Louis C.K. was going to host the Radio and Television Correspondents' Dinner until Fox's Greta van Susteren called for a boycott. Now he's decided to bow out.
Here's the thing: I despise Sarah Palin with every fiber of my being -- in the past 48 hours she's added "racist" to the list of insults that can reasonably be applied to her -- but I have a problem with insults of her that are purely generic hate-words based on nothing more than her gender. Call her stupid and that's fine with me. Call her a demagogue or a quitter or a grifter or a shallow craver of the spotlight and I'm right there with you. All those are based on what she does. They're not based on the apportionment of her sex chromosomes, an apportionment she shares with half the human race (the fucked-over half).
Let me put it another way. Even if you love Seinfeld, you found that racist tirade by Michael Richards on a stand-up stage in 2006 pretty appalling, right? And even if you're a 30 Rock fan, Tracy Morgan's anti-gay rant was way over the line, right? Well, that's how I feel about Louis C.K.'s Palin tweets -- and before you fire off your disgusted comments about what I'm saying, I'll try to answer most of them preemptively below.
I know it was a few fleeting drunken comments that were made about a public figure -- it wasn't, y'know, a deliberate multi-day slanderous repeat assault on someone who merely sought to testify in front of Congress. But is that the standard? Everything that doesn't rise to the level of Limbaugh's sadistic assault is harmless? I absolutely agree that it's not as reprehensible, but it's not harmless.
And the issue of public figure vs. private citizen is absolutely significant, but if the words are generic, and we let those words slide because they're used to attack Sarah Palin, that helps make them available to attack the next Sandra Fluke. Everything Louis C.K. says about Palin could be said about any woman -- so if you don't say those particular lines of attack are universally off-limits, you're implicitly giving Limbaugh, or the next Limbaugh, permission to say similar things.

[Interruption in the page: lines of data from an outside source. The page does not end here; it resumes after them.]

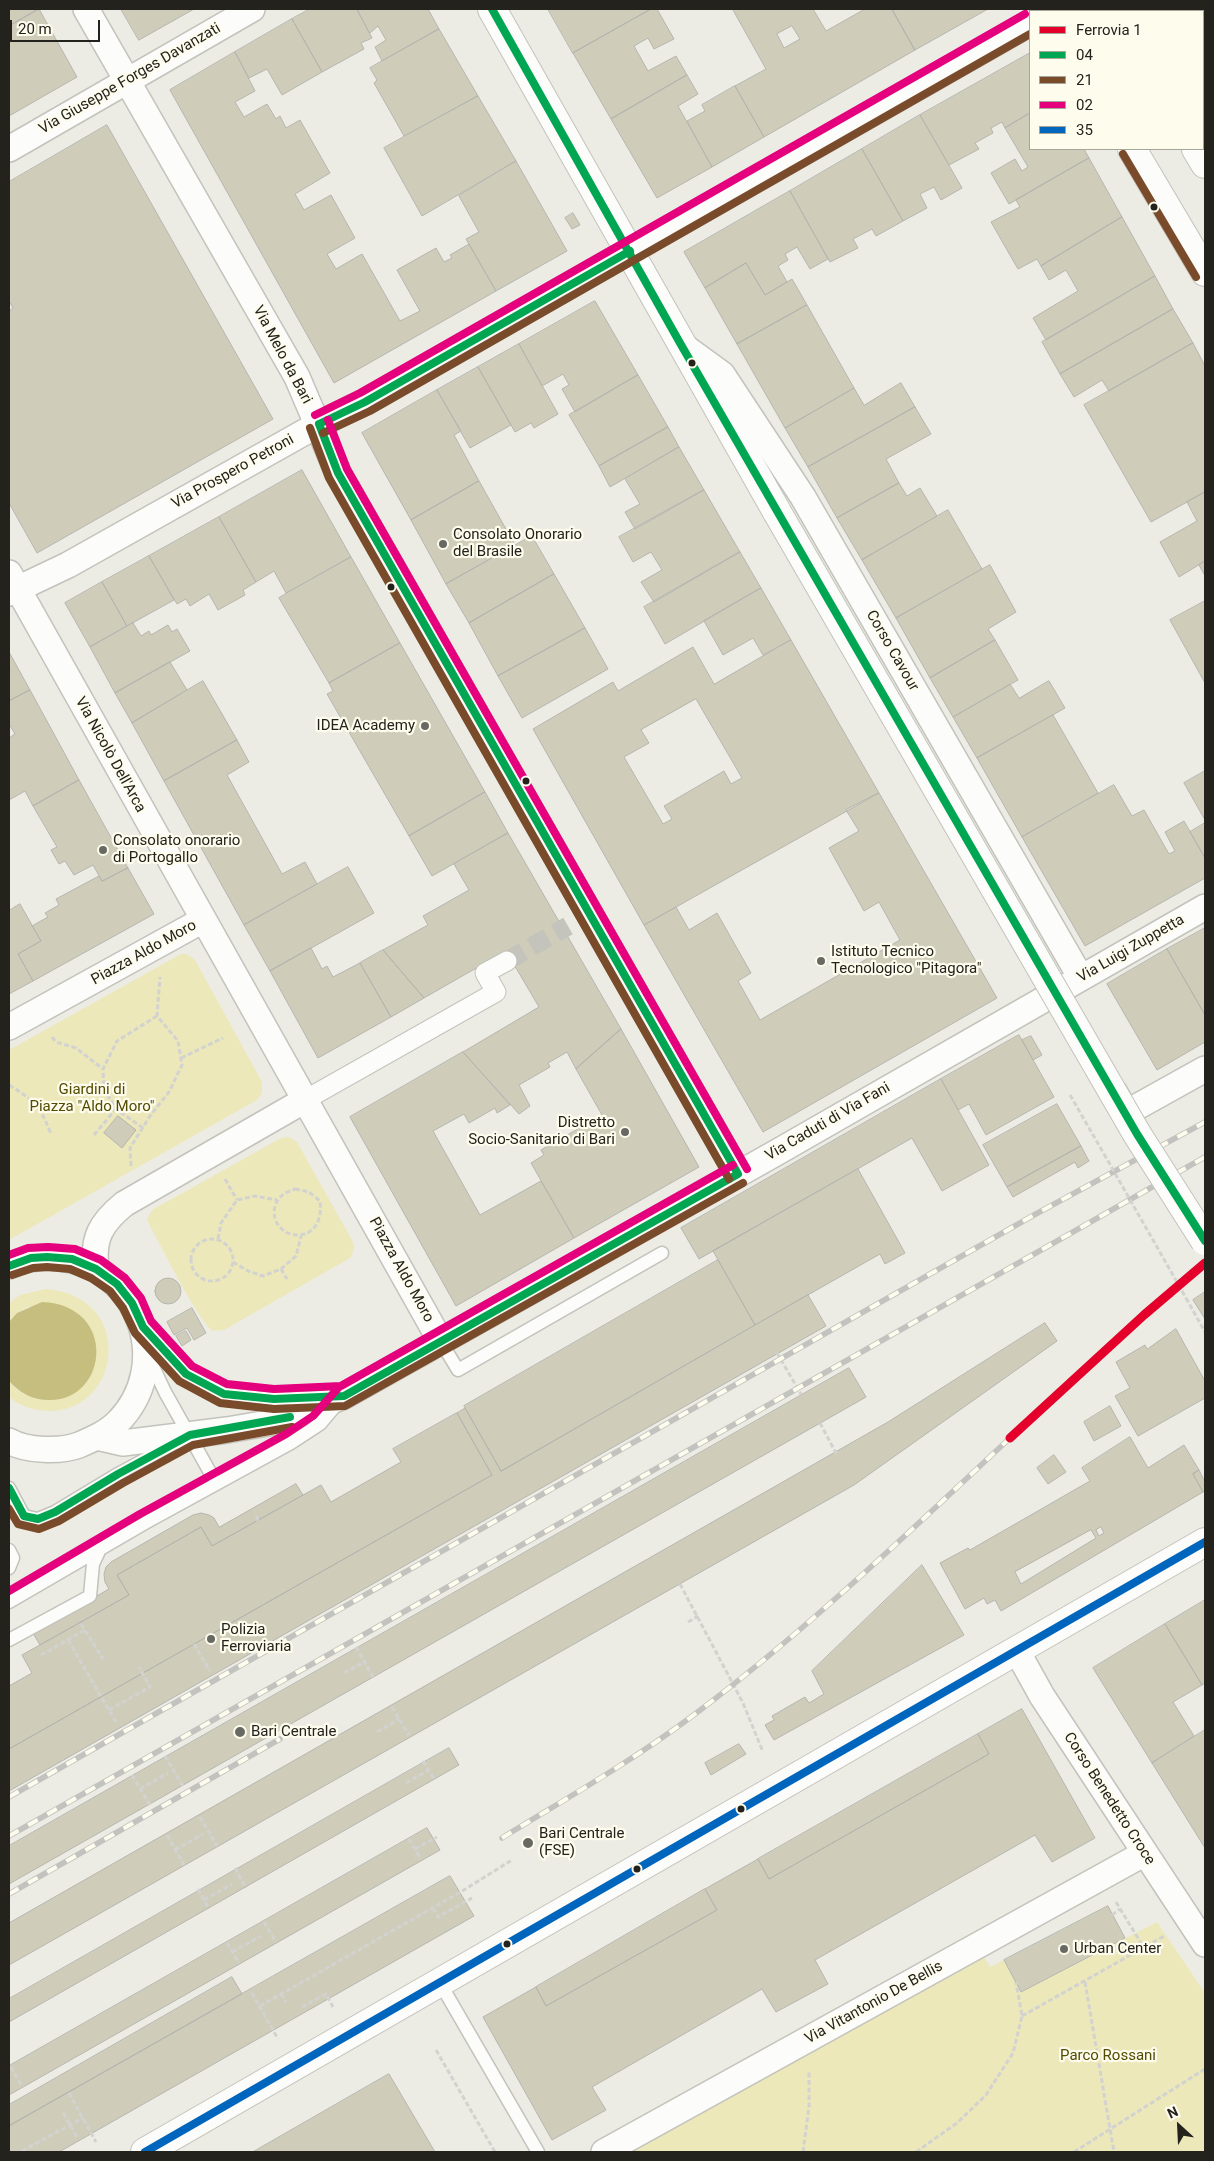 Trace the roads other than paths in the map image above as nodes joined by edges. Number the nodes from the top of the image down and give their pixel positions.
1 (86, 9) edge
2 (252, 9) edge
3 (492, 9) edge
4 (1029, 24) edge
5 (127, 81) junction
6 (9, 149) edge
7 (1133, 150) edge
8 (1197, 150) edge
9 (1205, 164) edge
10 (630, 251) junction
11 (1205, 272) edge
12 (680, 344) junction
13 (319, 424) junction
14 (12, 585) edge
15 (1205, 907) edge
16 (203, 920) junction
17 (507, 961) tunnel mouth
18 (1081, 978) junction
19 (1056, 991) junction
20 (9, 1027) edge
21 (1205, 1069) edge
22 (305, 1100) junction
23 (738, 1174) junction
24 (1205, 1241) edge
25 (662, 1253) dead end
26 (9, 1266) edge
27 (96, 1269) junction
28 (143, 1327) junction
29 (441, 1342) junction
30 (146, 1352) junction
31 (344, 1396) junction
32 (190, 1435) junction
33 (98, 1437) junction
34 (9, 1441) edge
35 (216, 1483) junction
36 (9, 1488) edge
37 (1205, 1542) edge
38 (100, 1549) junction
39 (9, 1550) edge
40 (9, 1568) edge
41 (9, 1602) edge
42 (9, 1640) edge
43 (1017, 1651) junction
44 (1145, 1853) junction
45 (1205, 1944) edge
46 (440, 1983) junction
47 (155, 2150) edge
48 (538, 2152) edge
49 (604, 2152) edge

1 - 5 street, Via Melo da Bari
2 - 5 street, Via Giuseppe Forges Davanzati
3 - 10 main road, Corso Cavour
4 - 10 street, Via Prospero Petroni
5 - 6 street, Via Giuseppe Forges Davanzati
5 - 13 street, Via Melo da Bari
7 - 11 main road
8 - 9 main road
10 - 12 main road, Corso Cavour
10 - 13 street, Via Prospero Petroni
12 - 18 street, Corso Cavour
12 - 24 main road, Corso Cavour, bridge
13 - 14 street, Via Prospero Petroni
13 - 23 street, Via Melo da Bari
14 - 16 street, Via Nicolò Dell'Arca
15 - 18 street, Via Luigi Zuppetta
16 - 20 street, Piazza Aldo Moro
16 - 22 street, Piazza Aldo Moro
17 - 22 street
18 - 19 street, Via Luigi Zuppetta
19 - 21 street
19 - 23 street, Via Caduti di Via Fani
22 - 27 street
22 - 29 street, Piazza Aldo Moro
23 - 29 street, Via Caduti di Via Fani
25 - 29 lane
26 - 27 street
27 - 28 street
28 - 30 street
28 - 31 lane
29 - 31 street
30 - 32 lane
30 - 33 street
31 - 32 street
31 - 35 lane
32 - 33 street
32 - 35 lane
32 - 36 lane
33 - 34 street
35 - 38 lane
37 - 43 main road
38 - 41 lane
38 - 42 lane
39 - 40 lane
43 - 44 street, Corso Benedetto Croce
43 - 46 main road
44 - 45 street, Corso Benedetto Croce
44 - 49 street, Via Vitantonio De Bellis
46 - 47 main road
46 - 48 lane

And no, I'm not saying that Louis C.K.'s insults need to result in a career death penalty -- but I think a little more contrition might be nice. (Scroll down here to see what he thinks about what he said.)
My final point is that if people who detest the right keep the attacks out of this realm, the likes of Greta van Susteren are deprived of the opportunity to play the self-righteousness card. Why would you not want to keep that weapon out of the right's hands?
OK, fire away.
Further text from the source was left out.